The real risk is in doing nothing. We all know what challenges the NHS faces: an ageing population, and rising costs of treatments and new technologies. If we sit back and hope for the best, there will be a crisis in a few years' time. That's why we need these reforms.

Not including the UK, which country has the best 
health system?
Every health system has its strengths and weaknesses. I passionately believe that the ideal at the heart of the NHS – of healthcare, free at the point of use, funded by us all, available to us all when we need it - is the envy of the world. But it's clear that on results for patients for things like cancer, heart disease or stroke - when you compare to us to countries like our European neighbours – we're not up there with the best. That's why I want to reform the NHS - to make the NHS the envy of the world not just because it is free, but because it is the best.

Has it been possible to separate the politics from the policy in the development of this Bill?
You can never separate politics from policy – we're in politics to put the policies in place which will put Britain back on the right track. But I think the big changes we've now made to the reforms – where we've listened to the doctors, nurses, NHS experts and patients and are now acting on their recommendations – have been the right thing to do. Ultimately, the NHS is about the patients that it serves – not about politicians – so it's been right to listen to those patients and the doctors and nurses who care for them in improving the Bill.

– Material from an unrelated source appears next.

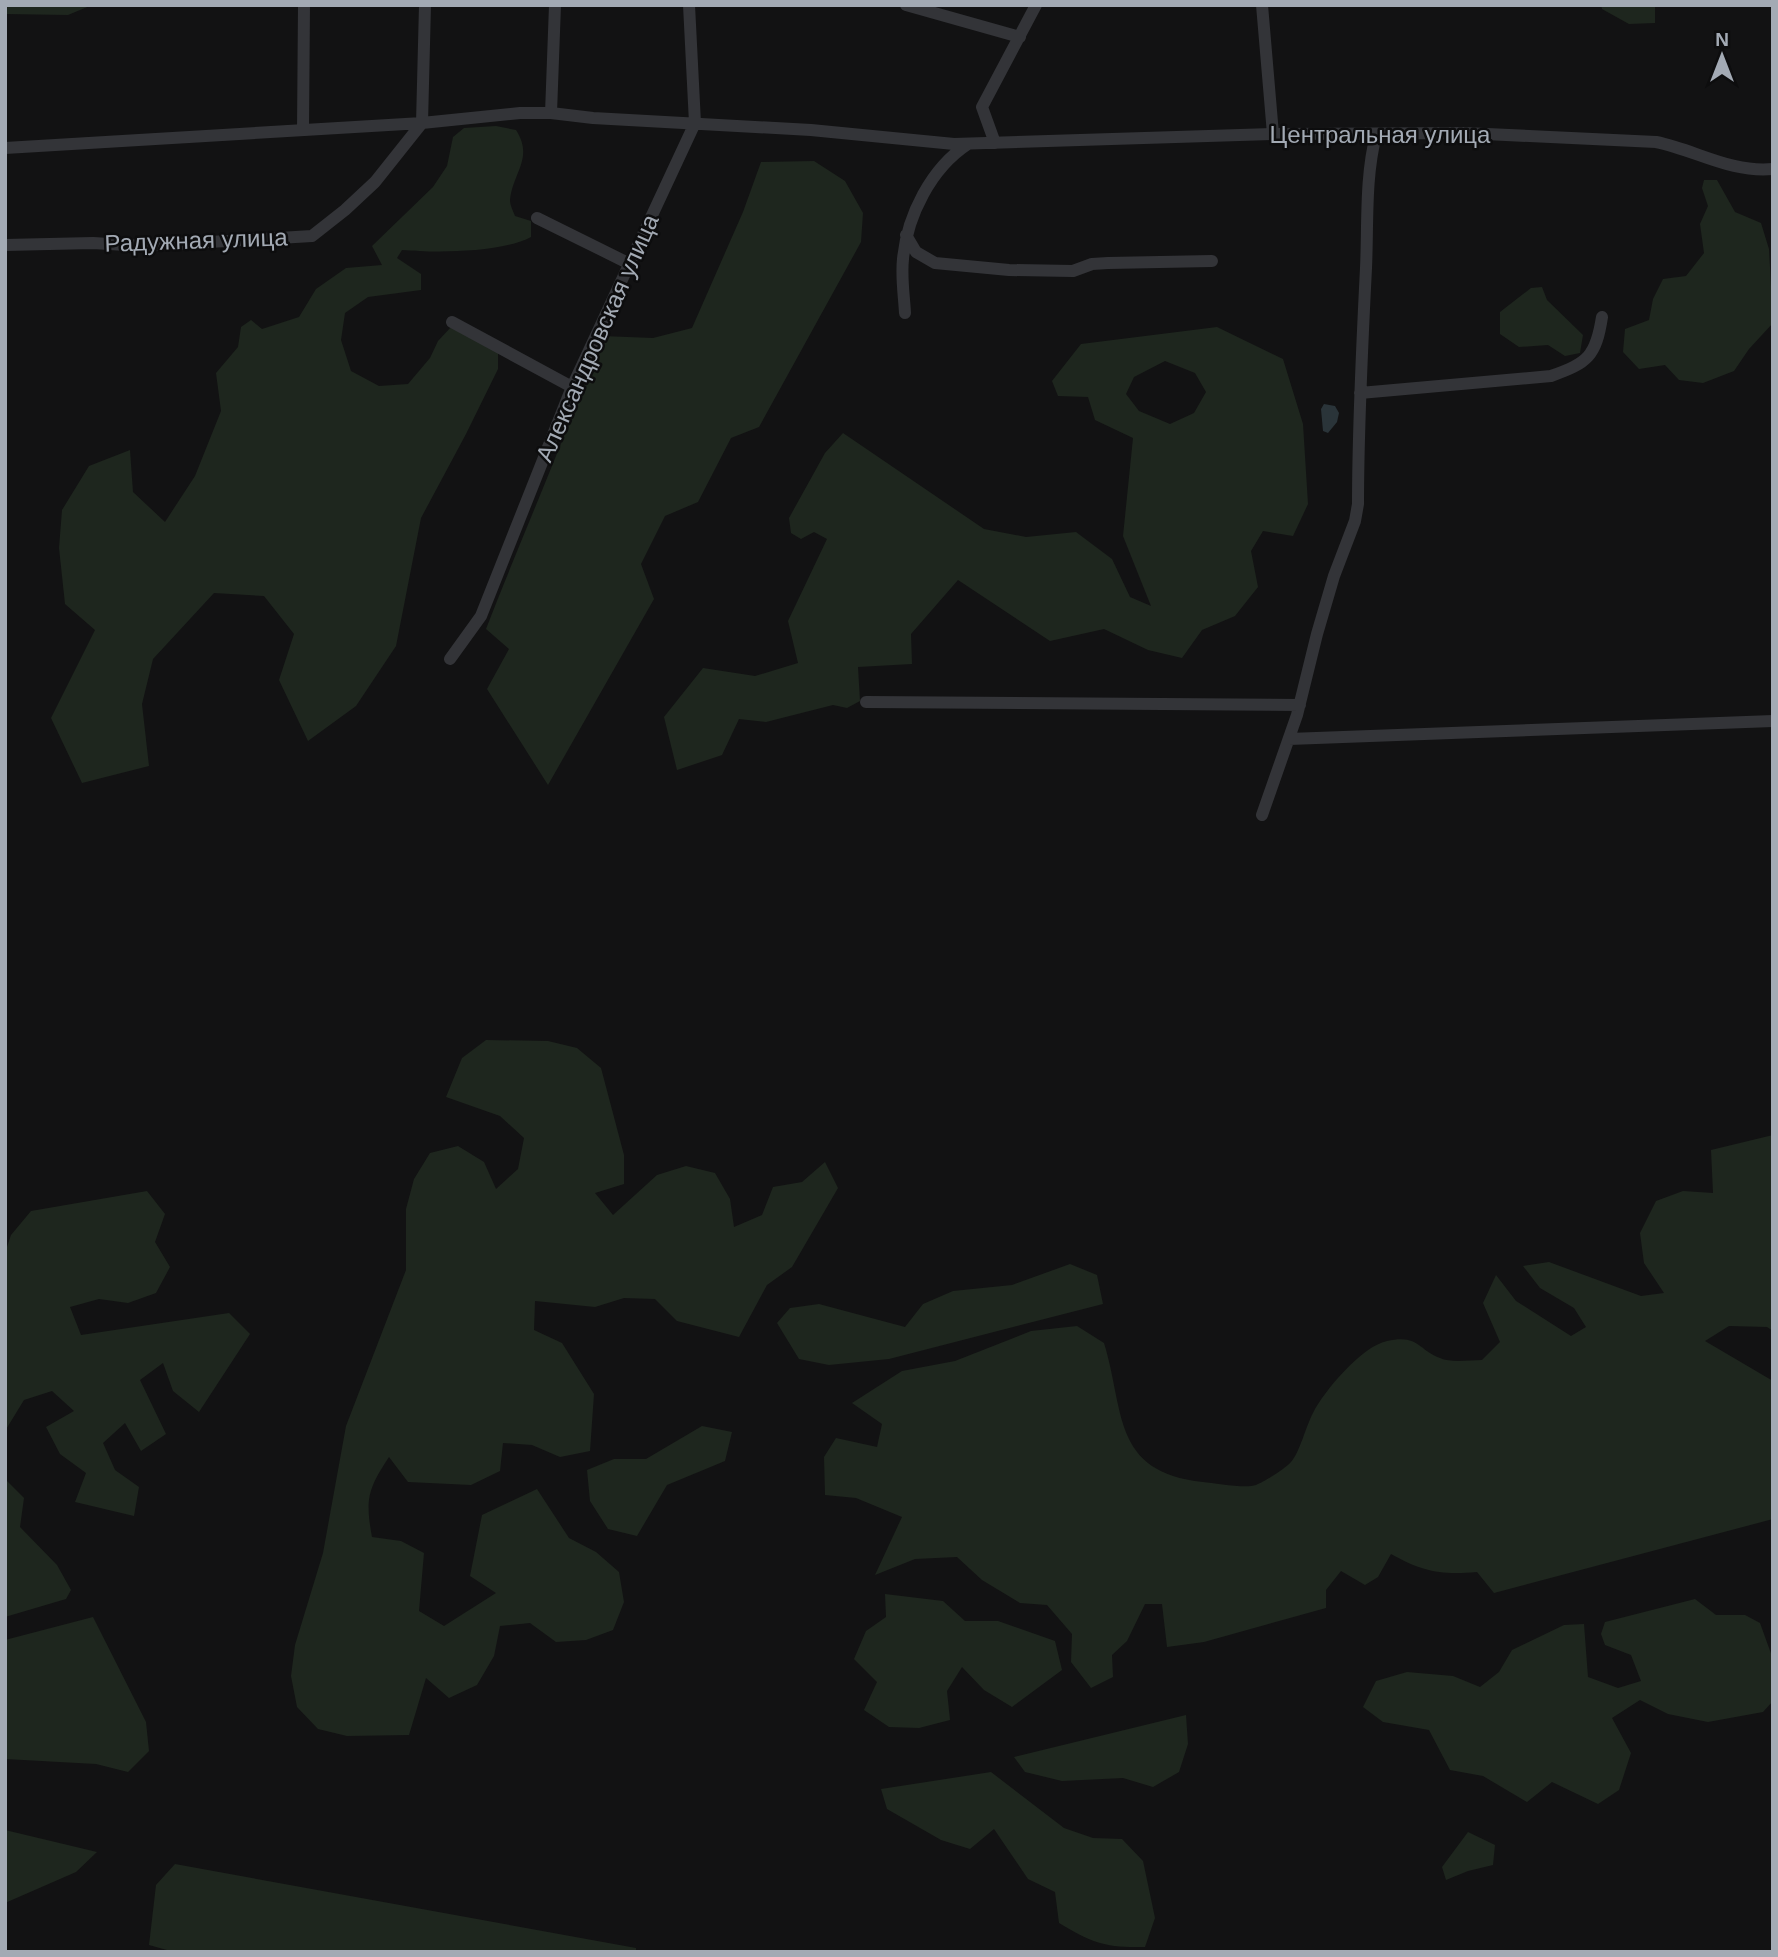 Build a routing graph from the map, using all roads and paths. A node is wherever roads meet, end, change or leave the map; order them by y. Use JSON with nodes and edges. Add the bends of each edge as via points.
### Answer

How will Monitor's role be redefined? Will this lack 
of emphasis on competition hamper efficiency savings?
We are making big changes to Monitor's role. Rather than promoting competition as if it was an end in itself, we're making clear that Monitor will need to allow the integration which works so well for patients. That's not going to hamper the drive to increase efficiency – it's going to safeguard it, because we're making clear that efficient, integrated services which work well for patients can carry on doing exactly what they're doing now. We're also supporting that integration by ensuring that commissioning groups don't just include GPs, but also include nurses and specialists and work closely with social care services.

Government policy refers to improving/increasing 'competition and choice' in the NHS. This has been a common part of the health service lexicon for some years now. So why the recent furore over so-called privatisation by stealth'?
The fact of the matter is that competition drives up quality, and it's absolutely right to say that choice and competition has existed for many years - the last Labour Government did a lot of work to drive it through the NHS. Labour's Health Minister Lord Darzi said recently that the NHS is up for competition - and he works in a London hospital which competes with other hospitals not just within London but with the rest of the world. But competition challenges vested interests - and that is where the accusations of 'privatisation' come from. It's a complete myth - the NHS will remain free at the point of use, based on need and not ability to pay, and we will never privatise the NHS.

Are many of the Future Forum's recommendations in line with the Bill's intentions even though they were not detailed in the original document?
The independent NHS Future Forum made absolutely clear that the principles of the White Paper - more patient choice and information, more clout for the public, less bureaucracy and putting doctors and nurses in charge - are the right ones for patients and the NHS. Where the Future Forum's work was invaluable was in saying, "in order to realise your intention, you need to make sure your plans do this" - and that's why we've made substantial changes to the original package of reforms.